The etching water used in the process of sintering ITO can only be used for a limited numbers of times before it has to be disposed. After degradation, the waste water should still contain valuable metals such as In and Cu as a secondary resource as well as Mo, Cu, Al, Sn and In, which can pose a health hazard to human beings.

==Alternative materials==
Because of high cost and limited supply of indium, the fragility and lack of flexibility of ITO layers, and the costly layer deposition requiring vacuum, alternative materials are being investigated. Promising alternatives based on zinc oxide doped with various elements.

=== Doped compounds ===

Promising alternatives based on zinc oxide doped with various elements.

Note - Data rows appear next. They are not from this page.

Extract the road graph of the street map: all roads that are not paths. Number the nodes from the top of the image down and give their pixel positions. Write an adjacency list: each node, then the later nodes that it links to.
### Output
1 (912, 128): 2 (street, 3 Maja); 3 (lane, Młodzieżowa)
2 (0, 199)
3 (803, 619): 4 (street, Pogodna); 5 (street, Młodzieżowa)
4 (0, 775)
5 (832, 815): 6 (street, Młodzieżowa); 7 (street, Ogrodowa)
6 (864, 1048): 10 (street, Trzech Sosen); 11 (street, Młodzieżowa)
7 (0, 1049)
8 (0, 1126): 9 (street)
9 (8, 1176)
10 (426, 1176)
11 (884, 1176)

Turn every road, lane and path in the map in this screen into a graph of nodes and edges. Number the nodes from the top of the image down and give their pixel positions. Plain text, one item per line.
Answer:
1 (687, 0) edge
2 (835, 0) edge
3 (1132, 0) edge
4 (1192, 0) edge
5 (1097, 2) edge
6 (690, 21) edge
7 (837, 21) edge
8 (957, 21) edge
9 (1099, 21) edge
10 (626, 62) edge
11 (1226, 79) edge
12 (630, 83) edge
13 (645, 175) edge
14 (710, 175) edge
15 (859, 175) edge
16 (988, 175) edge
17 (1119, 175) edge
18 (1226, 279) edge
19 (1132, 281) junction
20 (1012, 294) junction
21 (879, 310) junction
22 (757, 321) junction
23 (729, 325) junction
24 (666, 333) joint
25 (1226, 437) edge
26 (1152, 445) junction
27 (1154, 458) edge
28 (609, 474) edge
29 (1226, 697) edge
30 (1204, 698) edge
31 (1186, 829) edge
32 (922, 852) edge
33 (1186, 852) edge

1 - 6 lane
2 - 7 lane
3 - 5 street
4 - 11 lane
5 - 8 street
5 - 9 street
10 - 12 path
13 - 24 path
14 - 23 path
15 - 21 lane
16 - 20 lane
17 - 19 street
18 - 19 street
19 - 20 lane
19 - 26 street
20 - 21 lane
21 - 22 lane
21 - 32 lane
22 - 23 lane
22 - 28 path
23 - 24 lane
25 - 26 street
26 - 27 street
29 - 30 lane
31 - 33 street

Several transition metal dopants in indium oxide, particularly molybdenum, give much higher electron mobility and conductivity than obtained with tin. Doped binary compounds such as aluminium-doped zinc oxide (AZO) and indium-doped cadmium oxide have been proposed as alternative materials. Other inorganic alternatives include aluminium, gallium or indium-doped zinc oxide (AZO, GZO or IZO).

=== Carbon nanotubes ===
Carbon nanotube conductive coatings are a prospective replacement.

=== Graphene ===
As another carbon-based alternative, films of graphene are flexible and have been shown to allow 90% transparency with a lower electrical resistance than standard ITO. Thin metal films are also seen as a potential replacement material. A hybrid material alternative currently being tested is an electrode made of silver nanowires and covered with graphene. The advantages to such materials include maintaining transparency while simultaneously being electrically conductive and flexible.

=== Conductive polymers ===
Inherently conductive polymers (ICPs) are also being developed for some ITO applications. Typically the conductivity is lower for organic conducting polymers, such as polyaniline, than for inorganic materials, but they are more flexible, less expensive and more environmentally friendly.

=== Amorphous indium–zinc oxide ===
In order to reduce indium content, decrease processing difficulty, and improve electrical homogeneity, amorphous transparent conducting oxides have been developed. One such material, amorphous indium-zinc-oxide maintains short-range order even though crystallization is disrupted by the difference in the ratio of oxygen to metal atoms between In_{2}O_{3} and ZnO. Indium-zinc-oxide has some comparable properties to ITO. The amorphous structure remains stable even up to 500 °C, which allows for important processing steps common in organic solar cells. The improvement in homogeneity significantly enhances the usability of the material in the case of organic solar cells. Areas of poor electrode performance in organic solar cells render a percentage of the cell's area unusable.